Saved data entries
==========

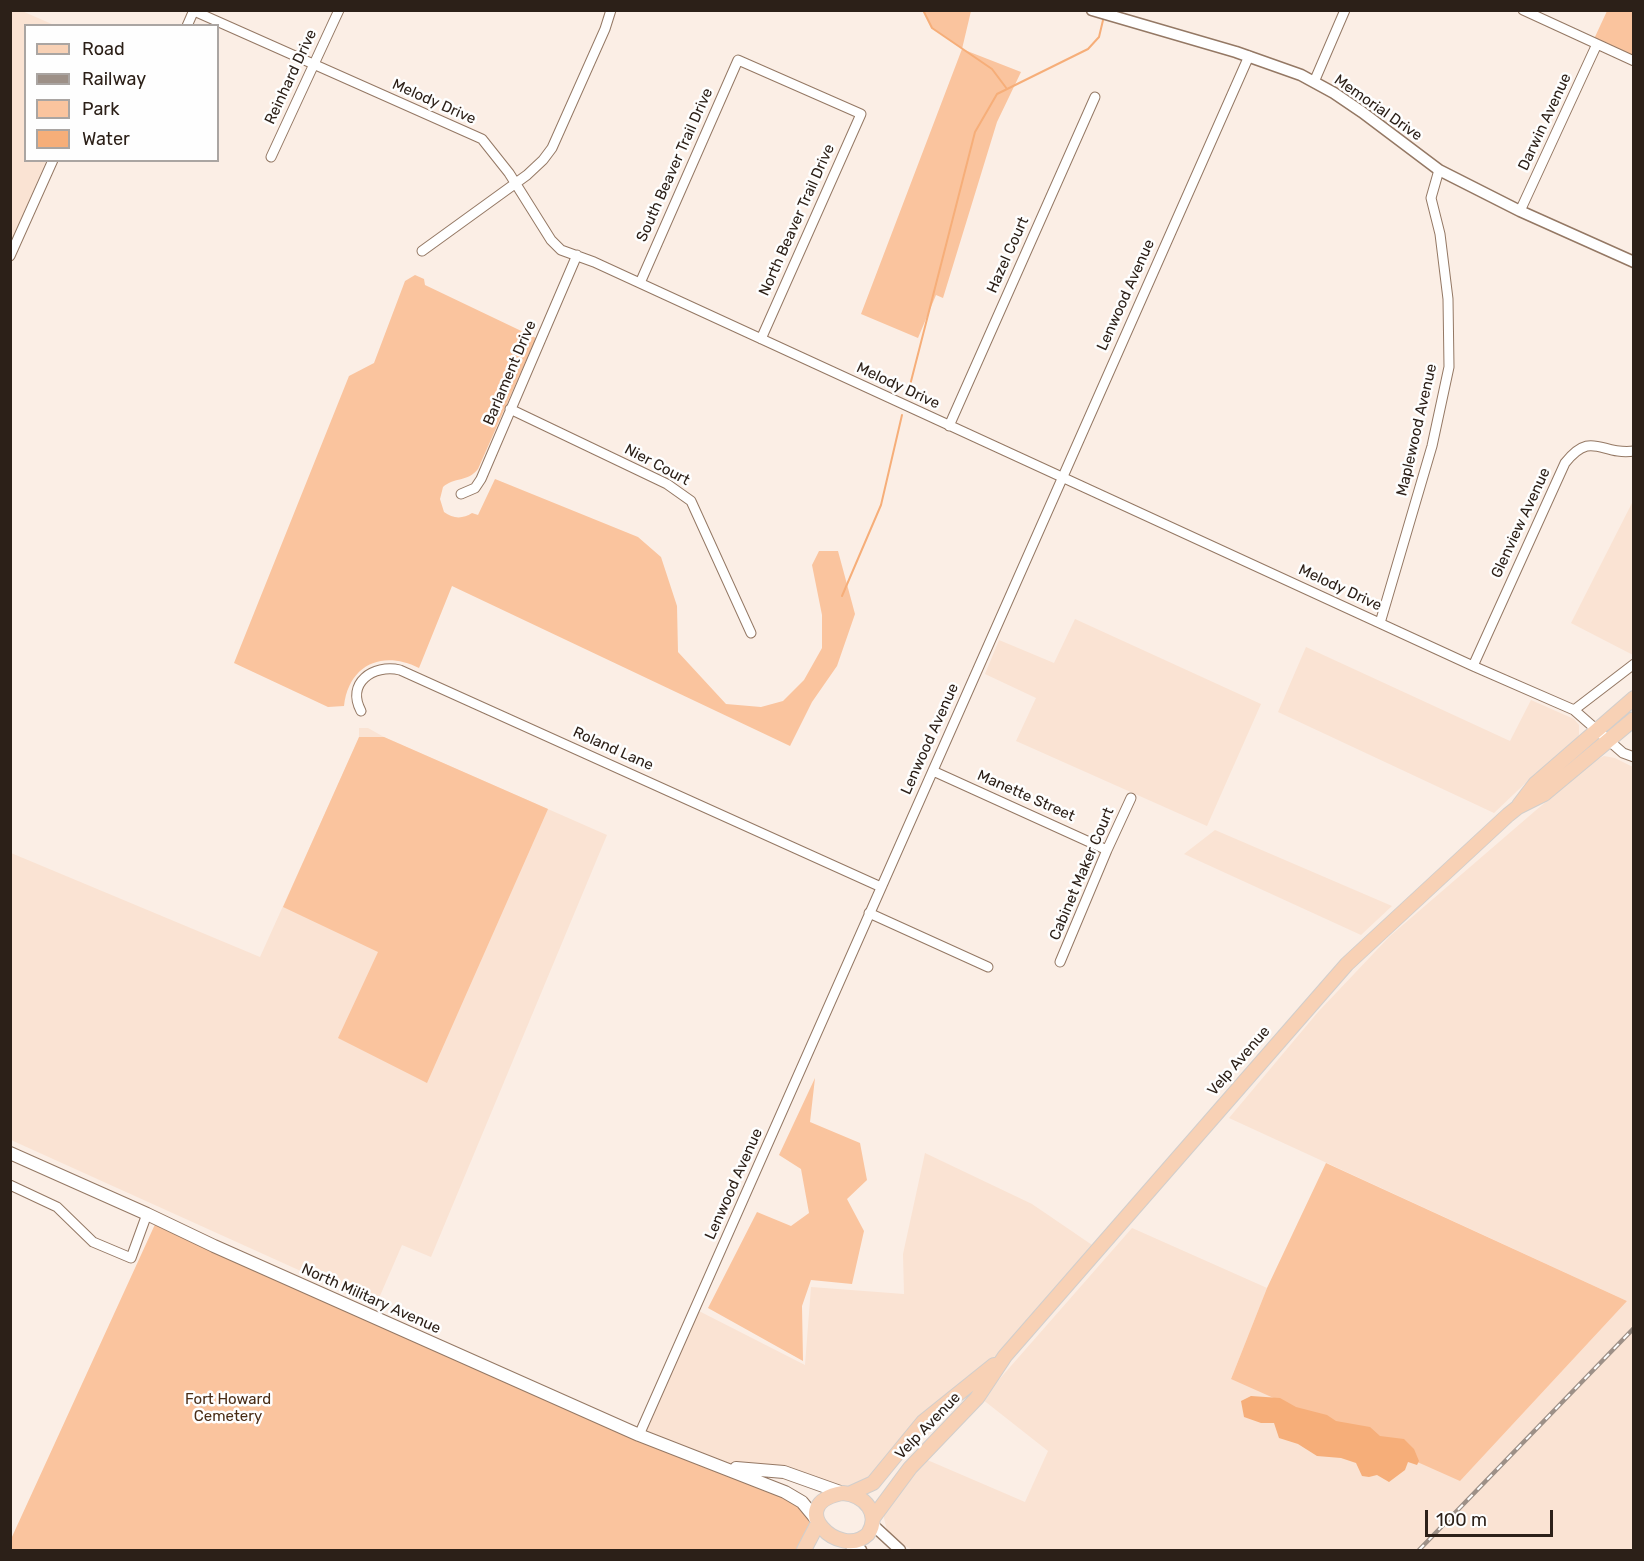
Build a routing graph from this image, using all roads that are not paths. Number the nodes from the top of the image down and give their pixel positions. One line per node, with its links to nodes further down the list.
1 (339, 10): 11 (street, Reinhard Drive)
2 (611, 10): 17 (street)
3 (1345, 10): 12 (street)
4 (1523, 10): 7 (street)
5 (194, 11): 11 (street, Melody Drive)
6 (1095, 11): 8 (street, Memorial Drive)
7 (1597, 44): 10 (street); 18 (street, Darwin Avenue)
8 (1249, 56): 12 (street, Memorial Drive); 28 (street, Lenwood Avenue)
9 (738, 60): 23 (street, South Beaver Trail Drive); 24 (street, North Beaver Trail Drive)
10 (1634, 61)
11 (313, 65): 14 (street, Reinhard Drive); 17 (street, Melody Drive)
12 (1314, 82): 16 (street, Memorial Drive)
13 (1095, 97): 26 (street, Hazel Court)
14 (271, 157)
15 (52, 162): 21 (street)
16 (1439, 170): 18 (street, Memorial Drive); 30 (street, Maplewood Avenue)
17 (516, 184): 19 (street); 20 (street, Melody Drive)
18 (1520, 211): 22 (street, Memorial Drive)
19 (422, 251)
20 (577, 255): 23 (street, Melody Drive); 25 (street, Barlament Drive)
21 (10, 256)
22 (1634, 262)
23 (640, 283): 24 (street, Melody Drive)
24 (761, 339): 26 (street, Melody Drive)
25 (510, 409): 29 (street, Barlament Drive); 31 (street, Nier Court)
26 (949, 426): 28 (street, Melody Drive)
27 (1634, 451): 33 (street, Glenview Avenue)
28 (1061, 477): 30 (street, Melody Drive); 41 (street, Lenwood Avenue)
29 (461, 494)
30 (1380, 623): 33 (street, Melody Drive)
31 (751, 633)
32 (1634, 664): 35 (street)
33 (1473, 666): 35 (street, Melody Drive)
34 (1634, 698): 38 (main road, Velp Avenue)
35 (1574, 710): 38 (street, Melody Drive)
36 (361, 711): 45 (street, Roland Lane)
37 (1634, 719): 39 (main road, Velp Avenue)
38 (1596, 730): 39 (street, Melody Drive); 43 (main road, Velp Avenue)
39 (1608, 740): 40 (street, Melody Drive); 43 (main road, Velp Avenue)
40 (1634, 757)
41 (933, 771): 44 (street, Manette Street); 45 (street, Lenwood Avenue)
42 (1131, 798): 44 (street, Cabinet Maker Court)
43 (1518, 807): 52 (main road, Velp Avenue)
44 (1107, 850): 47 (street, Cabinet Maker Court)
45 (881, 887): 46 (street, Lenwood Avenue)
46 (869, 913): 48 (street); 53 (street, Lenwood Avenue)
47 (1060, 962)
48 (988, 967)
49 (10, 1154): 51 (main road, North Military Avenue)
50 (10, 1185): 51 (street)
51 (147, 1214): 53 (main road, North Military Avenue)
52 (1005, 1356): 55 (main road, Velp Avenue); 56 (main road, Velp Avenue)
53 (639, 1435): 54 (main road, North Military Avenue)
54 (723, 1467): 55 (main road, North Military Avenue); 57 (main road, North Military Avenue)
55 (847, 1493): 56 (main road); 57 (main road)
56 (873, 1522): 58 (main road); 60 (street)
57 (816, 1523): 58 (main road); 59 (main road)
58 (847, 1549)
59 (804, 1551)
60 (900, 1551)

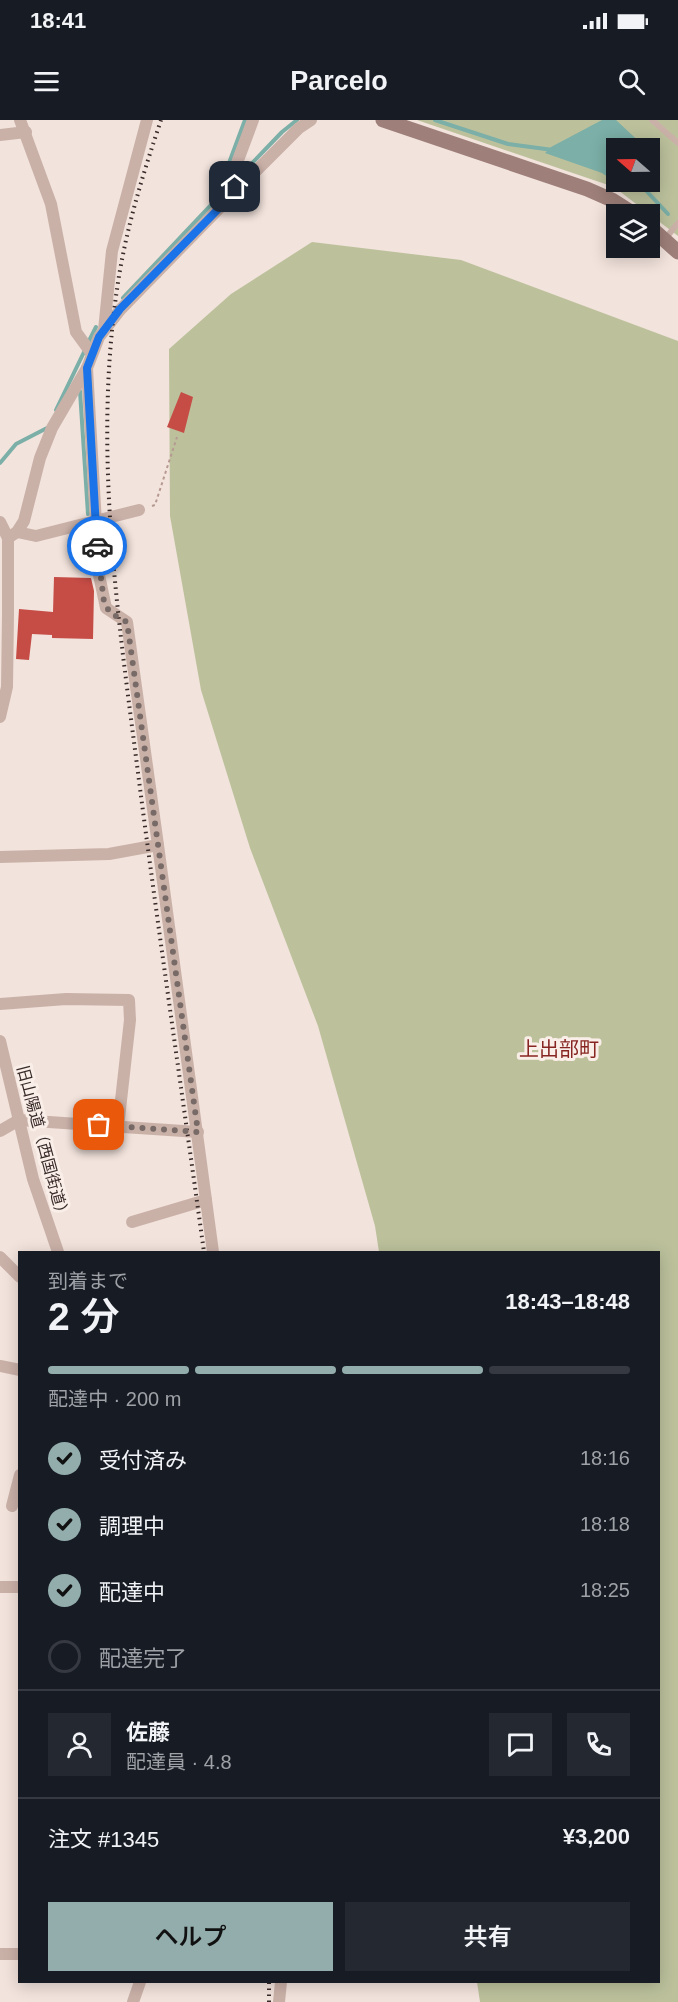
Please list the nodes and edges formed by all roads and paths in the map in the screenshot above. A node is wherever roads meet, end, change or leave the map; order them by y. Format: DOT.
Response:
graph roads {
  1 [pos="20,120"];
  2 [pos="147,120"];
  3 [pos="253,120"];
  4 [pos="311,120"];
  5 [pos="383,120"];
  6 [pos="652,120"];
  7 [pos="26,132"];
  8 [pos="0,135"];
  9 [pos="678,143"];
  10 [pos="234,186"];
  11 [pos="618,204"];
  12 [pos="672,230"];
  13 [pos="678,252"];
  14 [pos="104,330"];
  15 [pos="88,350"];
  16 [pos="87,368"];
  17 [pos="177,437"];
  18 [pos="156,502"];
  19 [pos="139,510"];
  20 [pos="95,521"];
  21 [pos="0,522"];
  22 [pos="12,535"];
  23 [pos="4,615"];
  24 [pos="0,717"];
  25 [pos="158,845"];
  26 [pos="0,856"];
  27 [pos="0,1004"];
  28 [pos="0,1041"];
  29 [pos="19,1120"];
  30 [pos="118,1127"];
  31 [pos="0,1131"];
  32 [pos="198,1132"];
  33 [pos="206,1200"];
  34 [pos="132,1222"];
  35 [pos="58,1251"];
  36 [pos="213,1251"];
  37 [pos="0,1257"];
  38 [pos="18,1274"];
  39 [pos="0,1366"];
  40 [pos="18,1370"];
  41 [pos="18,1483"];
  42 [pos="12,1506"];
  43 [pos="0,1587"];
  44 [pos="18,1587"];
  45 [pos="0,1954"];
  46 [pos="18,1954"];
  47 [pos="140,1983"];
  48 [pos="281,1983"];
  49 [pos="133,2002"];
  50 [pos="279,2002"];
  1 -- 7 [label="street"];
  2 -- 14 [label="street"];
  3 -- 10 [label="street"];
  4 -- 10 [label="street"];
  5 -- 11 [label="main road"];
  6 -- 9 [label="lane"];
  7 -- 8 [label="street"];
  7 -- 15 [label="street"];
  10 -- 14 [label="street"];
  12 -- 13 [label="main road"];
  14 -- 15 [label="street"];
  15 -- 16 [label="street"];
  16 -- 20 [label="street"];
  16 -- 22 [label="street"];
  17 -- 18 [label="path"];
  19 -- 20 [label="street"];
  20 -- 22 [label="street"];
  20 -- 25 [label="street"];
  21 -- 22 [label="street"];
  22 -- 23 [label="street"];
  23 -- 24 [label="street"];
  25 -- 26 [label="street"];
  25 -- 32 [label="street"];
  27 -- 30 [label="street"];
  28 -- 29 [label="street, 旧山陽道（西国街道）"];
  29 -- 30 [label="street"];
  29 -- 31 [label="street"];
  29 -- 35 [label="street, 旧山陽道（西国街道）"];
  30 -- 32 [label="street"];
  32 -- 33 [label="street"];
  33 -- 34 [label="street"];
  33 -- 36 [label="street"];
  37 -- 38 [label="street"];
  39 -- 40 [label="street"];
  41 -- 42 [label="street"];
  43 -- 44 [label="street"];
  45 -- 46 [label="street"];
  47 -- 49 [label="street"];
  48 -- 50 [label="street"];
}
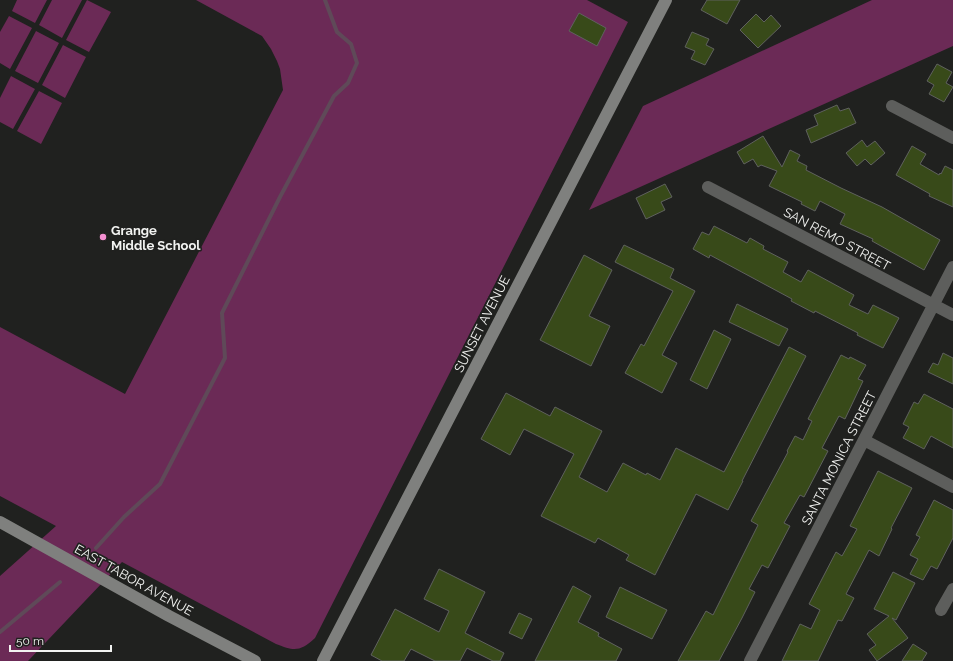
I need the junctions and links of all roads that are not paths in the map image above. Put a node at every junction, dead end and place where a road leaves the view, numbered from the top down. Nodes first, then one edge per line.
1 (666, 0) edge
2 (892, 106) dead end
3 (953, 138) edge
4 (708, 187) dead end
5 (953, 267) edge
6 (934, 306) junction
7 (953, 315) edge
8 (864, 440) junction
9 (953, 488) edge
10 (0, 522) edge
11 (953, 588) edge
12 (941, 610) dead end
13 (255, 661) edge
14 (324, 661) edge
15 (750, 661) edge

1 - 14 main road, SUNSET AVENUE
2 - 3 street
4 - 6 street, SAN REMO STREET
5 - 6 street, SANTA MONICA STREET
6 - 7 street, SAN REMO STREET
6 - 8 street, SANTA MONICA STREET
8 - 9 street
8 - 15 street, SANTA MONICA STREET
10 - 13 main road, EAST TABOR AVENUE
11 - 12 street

==========

Problem:
The records above must all be output exactly. Omit the images.

Result:
Build a routing graph from this image, using all roads that are not paths. Number the nodes from the top of the image down and give their pixel positions. One line per node, with its links to nodes further down the list.
1 (339, 10): 11 (street, Reinhard Drive)
2 (611, 10): 17 (street)
3 (1345, 10): 12 (street)
4 (1523, 10): 7 (street)
5 (194, 11): 11 (street, Melody Drive)
6 (1095, 11): 8 (street, Memorial Drive)
7 (1597, 44): 10 (street); 18 (street, Darwin Avenue)
8 (1249, 56): 12 (street, Memorial Drive); 28 (street, Lenwood Avenue)
9 (738, 60): 23 (street, South Beaver Trail Drive); 24 (street, North Beaver Trail Drive)
10 (1634, 61)
11 (313, 65): 14 (street, Reinhard Drive); 17 (street, Melody Drive)
12 (1314, 82): 16 (street, Memorial Drive)
13 (1095, 97): 26 (street, Hazel Court)
14 (271, 157)
15 (52, 162): 21 (street)
16 (1439, 170): 18 (street, Memorial Drive); 30 (street, Maplewood Avenue)
17 (516, 184): 19 (street); 20 (street, Melody Drive)
18 (1520, 211): 22 (street, Memorial Drive)
19 (422, 251)
20 (577, 255): 23 (street, Melody Drive); 25 (street, Barlament Drive)
21 (10, 256)
22 (1634, 262)
23 (640, 283): 24 (street, Melody Drive)
24 (761, 339): 26 (street, Melody Drive)
25 (510, 409): 29 (street, Barlament Drive); 31 (street, Nier Court)
26 (949, 426): 28 (street, Melody Drive)
27 (1634, 451): 33 (street, Glenview Avenue)
28 (1061, 477): 30 (street, Melody Drive); 41 (street, Lenwood Avenue)
29 (461, 494)
30 (1380, 623): 33 (street, Melody Drive)
31 (751, 633)
32 (1634, 664): 35 (street)
33 (1473, 666): 35 (street, Melody Drive)
34 (1634, 698): 38 (main road, Velp Avenue)
35 (1574, 710): 38 (street, Melody Drive)
36 (361, 711): 45 (street, Roland Lane)
37 (1634, 719): 39 (main road, Velp Avenue)
38 (1596, 730): 39 (street, Melody Drive); 43 (main road, Velp Avenue)
39 (1608, 740): 40 (street, Melody Drive); 43 (main road, Velp Avenue)
40 (1634, 757)
41 (933, 771): 44 (street, Manette Street); 45 (street, Lenwood Avenue)
42 (1131, 798): 44 (street, Cabinet Maker Court)
43 (1518, 807): 52 (main road, Velp Avenue)
44 (1107, 850): 47 (street, Cabinet Maker Court)
45 (881, 887): 46 (street, Lenwood Avenue)
46 (869, 913): 48 (street); 53 (street, Lenwood Avenue)
47 (1060, 962)
48 (988, 967)
49 (10, 1154): 51 (main road, North Military Avenue)
50 (10, 1185): 51 (street)
51 (147, 1214): 53 (main road, North Military Avenue)
52 (1005, 1356): 55 (main road, Velp Avenue); 56 (main road, Velp Avenue)
53 (639, 1435): 54 (main road, North Military Avenue)
54 (723, 1467): 55 (main road, North Military Avenue); 57 (main road, North Military Avenue)
55 (847, 1493): 56 (main road); 57 (main road)
56 (873, 1522): 58 (main road); 60 (street)
57 (816, 1523): 58 (main road); 59 (main road)
58 (847, 1549)
59 (804, 1551)
60 (900, 1551)

Please list the nodes and edges formed by all roads and paths in the map in the screenshot above. A node is wherever roads meet, end, change or leave the map; order them by y. Format: DOT.
Response:
graph roads {
  1 [pos="20,120"];
  2 [pos="147,120"];
  3 [pos="253,120"];
  4 [pos="311,120"];
  5 [pos="383,120"];
  6 [pos="652,120"];
  7 [pos="26,132"];
  8 [pos="0,135"];
  9 [pos="678,143"];
  10 [pos="234,186"];
  11 [pos="618,204"];
  12 [pos="672,230"];
  13 [pos="678,252"];
  14 [pos="104,330"];
  15 [pos="88,350"];
  16 [pos="87,368"];
  17 [pos="177,437"];
  18 [pos="156,502"];
  19 [pos="139,510"];
  20 [pos="95,521"];
  21 [pos="0,522"];
  22 [pos="12,535"];
  23 [pos="4,615"];
  24 [pos="0,717"];
  25 [pos="158,845"];
  26 [pos="0,856"];
  27 [pos="0,1004"];
  28 [pos="0,1041"];
  29 [pos="19,1120"];
  30 [pos="118,1127"];
  31 [pos="0,1131"];
  32 [pos="198,1132"];
  33 [pos="206,1200"];
  34 [pos="132,1222"];
  35 [pos="58,1251"];
  36 [pos="213,1251"];
  37 [pos="0,1257"];
  38 [pos="18,1274"];
  39 [pos="0,1366"];
  40 [pos="18,1370"];
  41 [pos="18,1483"];
  42 [pos="12,1506"];
  43 [pos="0,1587"];
  44 [pos="18,1587"];
  45 [pos="0,1954"];
  46 [pos="18,1954"];
  47 [pos="140,1983"];
  48 [pos="281,1983"];
  49 [pos="133,2002"];
  50 [pos="279,2002"];
  1 -- 7 [label="street"];
  2 -- 14 [label="street"];
  3 -- 10 [label="street"];
  4 -- 10 [label="street"];
  5 -- 11 [label="main road"];
  6 -- 9 [label="lane"];
  7 -- 8 [label="street"];
  7 -- 15 [label="street"];
  10 -- 14 [label="street"];
  12 -- 13 [label="main road"];
  14 -- 15 [label="street"];
  15 -- 16 [label="street"];
  16 -- 20 [label="street"];
  16 -- 22 [label="street"];
  17 -- 18 [label="path"];
  19 -- 20 [label="street"];
  20 -- 22 [label="street"];
  20 -- 25 [label="street"];
  21 -- 22 [label="street"];
  22 -- 23 [label="street"];
  23 -- 24 [label="street"];
  25 -- 26 [label="street"];
  25 -- 32 [label="street"];
  27 -- 30 [label="street"];
  28 -- 29 [label="street, 旧山陽道（西国街道）"];
  29 -- 30 [label="street"];
  29 -- 31 [label="street"];
  29 -- 35 [label="street, 旧山陽道（西国街道）"];
  30 -- 32 [label="street"];
  32 -- 33 [label="street"];
  33 -- 34 [label="street"];
  33 -- 36 [label="street"];
  37 -- 38 [label="street"];
  39 -- 40 [label="street"];
  41 -- 42 [label="street"];
  43 -- 44 [label="street"];
  45 -- 46 [label="street"];
  47 -- 49 [label="street"];
  48 -- 50 [label="street"];
}
I need the junctions and links of all roads that are not paths in the map image above. Put a node at every junction, dead end and place where a road leaves the view, numbered from the top down. Nodes first, then one edge per line.
1 (666, 0) edge
2 (892, 106) dead end
3 (953, 138) edge
4 (708, 187) dead end
5 (953, 267) edge
6 (934, 306) junction
7 (953, 315) edge
8 (864, 440) junction
9 (953, 488) edge
10 (0, 522) edge
11 (953, 588) edge
12 (941, 610) dead end
13 (255, 661) edge
14 (324, 661) edge
15 (750, 661) edge

1 - 14 main road, SUNSET AVENUE
2 - 3 street
4 - 6 street, SAN REMO STREET
5 - 6 street, SANTA MONICA STREET
6 - 7 street, SAN REMO STREET
6 - 8 street, SANTA MONICA STREET
8 - 9 street
8 - 15 street, SANTA MONICA STREET
10 - 13 main road, EAST TABOR AVENUE
11 - 12 street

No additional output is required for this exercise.